YOUR INSTRUCTIONS:
Identify the line in which "I need the junctions" appears, then reproduce that line and all remaining lines of the records word for word.
### DATASET
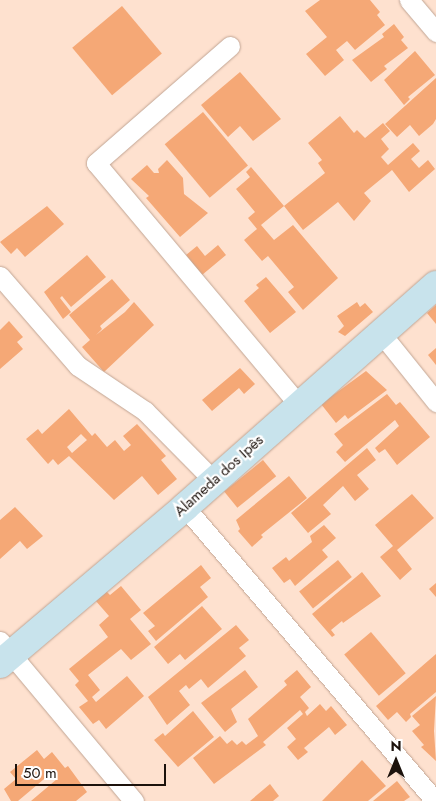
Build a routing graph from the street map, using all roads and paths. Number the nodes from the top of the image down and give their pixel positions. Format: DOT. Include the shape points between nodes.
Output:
graph roads {
  1 [pos="409,0"];
  2 [pos="436,32"];
  3 [pos="230,46"];
  4 [pos="0,276"];
  5 [pos="436,284"];
  6 [pos="380,332"];
  7 [pos="436,402"];
  8 [pos="298,404"];
  9 [pos="214,481"];
  10 [pos="185,507"];
  11 [pos="3,654"];
  12 [pos="134,801"];
  13 [pos="435,801"];
  1 -- 2 [label="street"];
  3 -- 8 [label="street" via="96,163"];
  4 -- 9 [label="street" via="78,366 145,411"];
  5 -- 6 [label="street, Alameda dos Ipês"];
  6 -- 7 [label="street"];
  6 -- 8 [label="street, Alameda dos Ipês"];
  8 -- 9 [label="street, Alameda dos Ipês"];
  9 -- 10 [label="street, Alameda dos Ipês"];
  10 -- 11 [label="street, Alameda dos Ipês"];
  10 -- 13 [label="street"];
  11 -- 12 [label="street"];
}
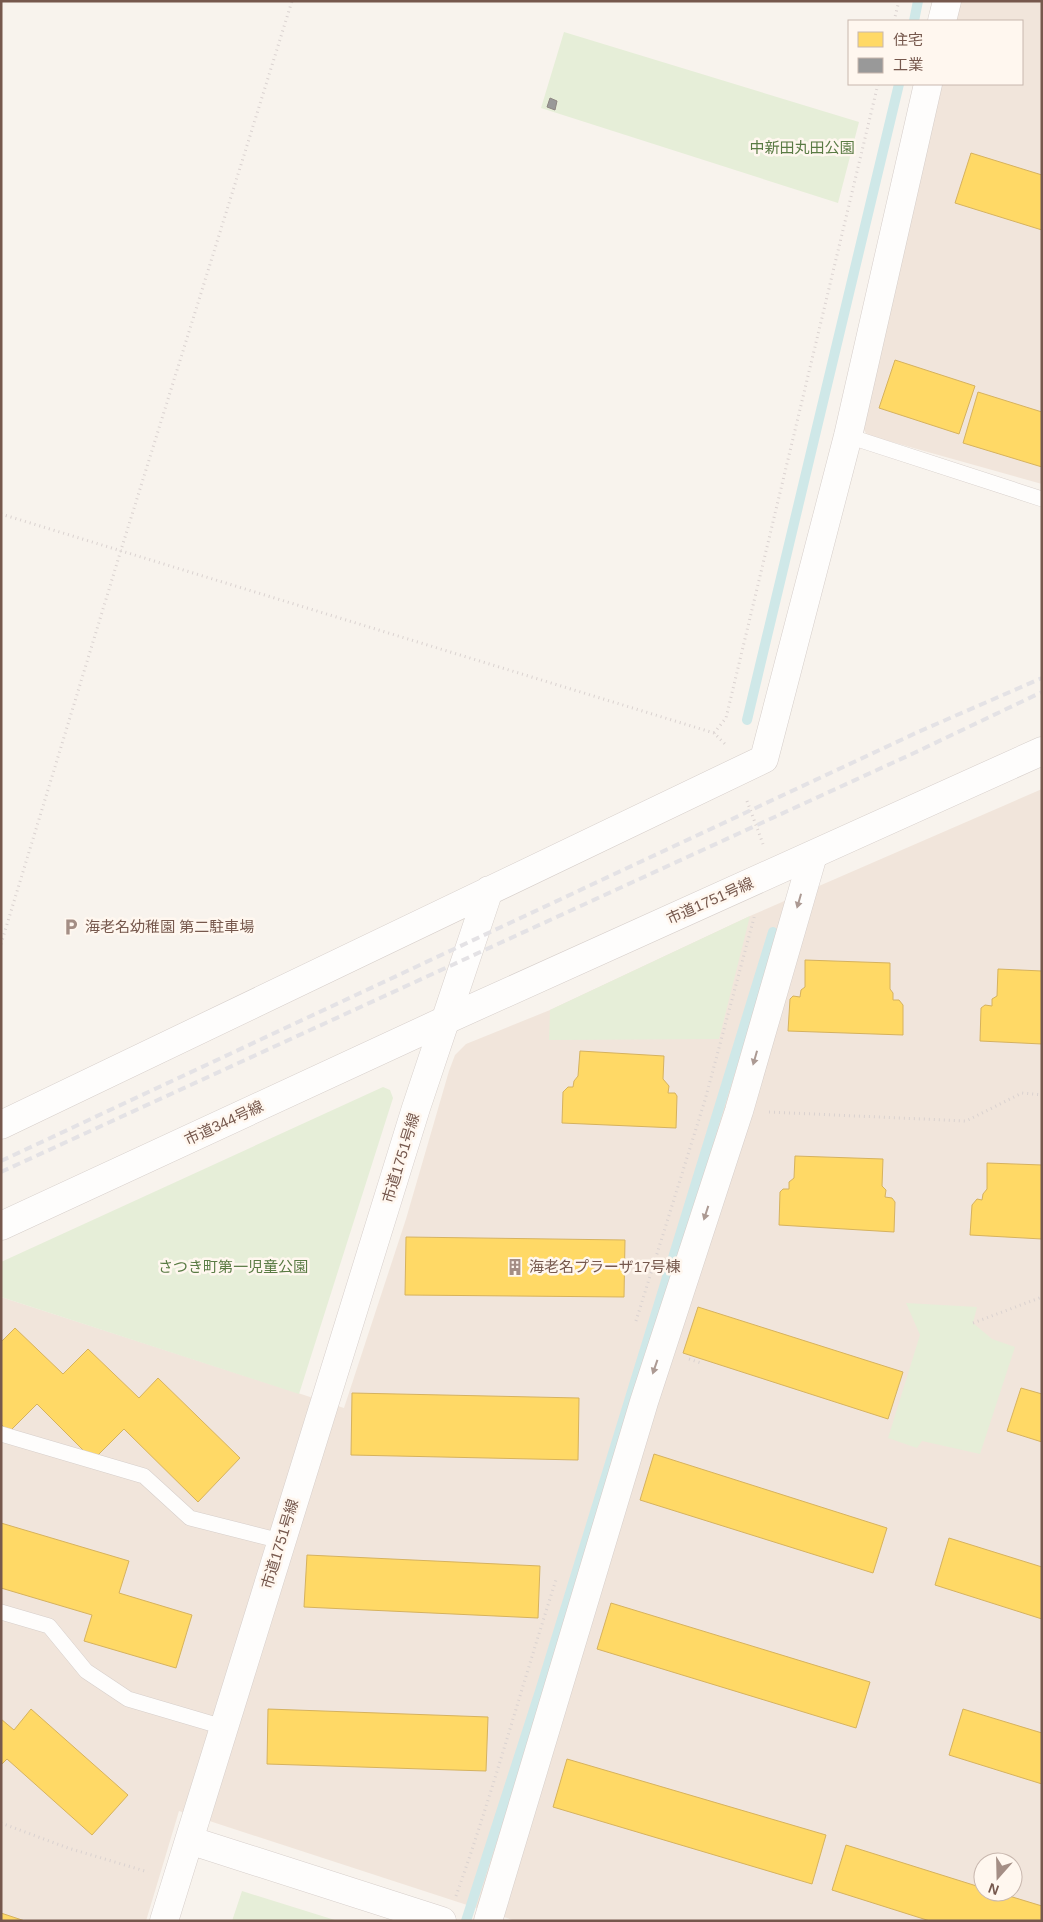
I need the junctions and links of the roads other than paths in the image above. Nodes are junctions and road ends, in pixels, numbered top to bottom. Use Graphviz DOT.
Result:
graph roads {
  1 [pos="947,1"];
  2 [pos="942,20"];
  3 [pos="928,85"];
  4 [pos="848,436"];
  5 [pos="1042,499"];
  6 [pos="1042,752"];
  7 [pos="813,854"];
  8 [pos="488,890"];
  9 [pos="446,1020"];
  10 [pos="1,1124"];
  11 [pos="1,1226"];
  12 [pos="1,1434"];
  13 [pos="281,1541"];
  14 [pos="1,1612"];
  15 [pos="224,1727"];
  16 [pos="189,1840"];
  17 [pos="164,1921"];
  18 [pos="442,1921"];
  19 [pos="488,1921"];
  1 -- 2 [label="street"];
  3 -- 4 [label="street"];
  4 -- 5 [label="lane"];
  4 -- 8 [label="street"];
  6 -- 7 [label="street, 市道1751号線"];
  7 -- 9 [label="street, 市道1751号線"];
  7 -- 19 [label="street, one-way"];
  8 -- 9 [label="street"];
  8 -- 10 [label="street"];
  9 -- 11 [label="street, 市道344号線"];
  9 -- 13 [label="street, 市道1751号線"];
  12 -- 13 [label="lane"];
  13 -- 15 [label="street, 市道1751号線"];
  14 -- 15 [label="lane"];
  15 -- 16 [label="street, 市道1751号線"];
  16 -- 17 [label="street, 市道1751号線"];
  16 -- 18 [label="street"];
}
######
EXERCISE RESULT:
I need the junctions and links of the roads other than paths in the image above. Nodes are junctions and road ends, in pixels, numbered top to bottom. Use Graphviz DOT.
Result:
graph roads {
  1 [pos="947,1"];
  2 [pos="942,20"];
  3 [pos="928,85"];
  4 [pos="848,436"];
  5 [pos="1042,499"];
  6 [pos="1042,752"];
  7 [pos="813,854"];
  8 [pos="488,890"];
  9 [pos="446,1020"];
  10 [pos="1,1124"];
  11 [pos="1,1226"];
  12 [pos="1,1434"];
  13 [pos="281,1541"];
  14 [pos="1,1612"];
  15 [pos="224,1727"];
  16 [pos="189,1840"];
  17 [pos="164,1921"];
  18 [pos="442,1921"];
  19 [pos="488,1921"];
  1 -- 2 [label="street"];
  3 -- 4 [label="street"];
  4 -- 5 [label="lane"];
  4 -- 8 [label="street"];
  6 -- 7 [label="street, 市道1751号線"];
  7 -- 9 [label="street, 市道1751号線"];
  7 -- 19 [label="street, one-way"];
  8 -- 9 [label="street"];
  8 -- 10 [label="street"];
  9 -- 11 [label="street, 市道344号線"];
  9 -- 13 [label="street, 市道1751号線"];
  12 -- 13 [label="lane"];
  13 -- 15 [label="street, 市道1751号線"];
  14 -- 15 [label="lane"];
  15 -- 16 [label="street, 市道1751号線"];
  16 -- 17 [label="street, 市道1751号線"];
  16 -- 18 [label="street"];
}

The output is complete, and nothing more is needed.